Torino, 3 feb. (askanews) – Pronunciare una parola come “invisibilità” quando ci si riferisce al lavoro di Tino Sehgal, l’artista tedesco classe 1976 che oggi è senza dubbio uno dei più importanti sulla scena internazionale, può sembrare fin troppo facile e scontato. I suoi lavori sono privi di oggetti e non possono essere fotografati, non esistono cataloghi né didascalie, lui stesso è schivo e preferisce la distanza rispetto ai riflettori. Tutto vero.

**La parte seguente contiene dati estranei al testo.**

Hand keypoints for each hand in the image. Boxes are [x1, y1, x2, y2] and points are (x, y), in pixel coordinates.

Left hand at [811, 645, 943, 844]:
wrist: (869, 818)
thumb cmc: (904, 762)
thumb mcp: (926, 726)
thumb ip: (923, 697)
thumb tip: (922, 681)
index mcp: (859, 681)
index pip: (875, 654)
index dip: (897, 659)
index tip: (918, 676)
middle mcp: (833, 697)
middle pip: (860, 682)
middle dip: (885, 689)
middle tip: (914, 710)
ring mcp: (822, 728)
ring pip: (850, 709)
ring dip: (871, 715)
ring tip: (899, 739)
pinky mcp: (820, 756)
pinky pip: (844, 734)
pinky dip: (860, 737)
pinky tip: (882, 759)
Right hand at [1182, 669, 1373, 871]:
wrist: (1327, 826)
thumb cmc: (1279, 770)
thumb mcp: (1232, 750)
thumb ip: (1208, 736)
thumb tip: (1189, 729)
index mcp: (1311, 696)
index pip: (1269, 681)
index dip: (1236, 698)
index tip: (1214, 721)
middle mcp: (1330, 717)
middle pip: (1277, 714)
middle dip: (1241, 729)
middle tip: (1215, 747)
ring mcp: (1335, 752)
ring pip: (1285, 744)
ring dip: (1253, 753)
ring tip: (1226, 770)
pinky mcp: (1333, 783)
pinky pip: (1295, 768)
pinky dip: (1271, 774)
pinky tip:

Ma l’invisibilità a cui ci di riferisce dopo avere assistito con stupore, partecipazione e alla fine commozione a oltre due ore di performance di danza, canto e interazione con il pubblico che rappresentano il cuore del primo progetto personale di Sehgal che arriva in Italia, alle Officine Grandi Riparazioni di Torino, quell’invisibilità è di altro tipo e ha a che fare con l’enorme quantità di possibilità che l’opera spalanca a ciascuno spettatore e che restano, sotto le grandi navate dello spazio espositivo torinese, appunto invisibili.
Sono le trame degli sguardi, che vanno dai ballerini al pubblico e viceversa, linee infuocate che, se disponessimo di un visore a infrarossi, individueremmo in tutto il loro fittissimo mappare il volume del Binario 1 delle OGR. Sono le storie che i performer raccontano individualmente agli spettatori, storie che possiamo solo ascoltare e immaginare, cui possiamo credere o meno, rispondere o tacere, ma che, pur toccandoci profondamente, non lasciano tracce concrete, solo sensazioni e, chissà, la nostalgia di quegli stessi ricordi altrui.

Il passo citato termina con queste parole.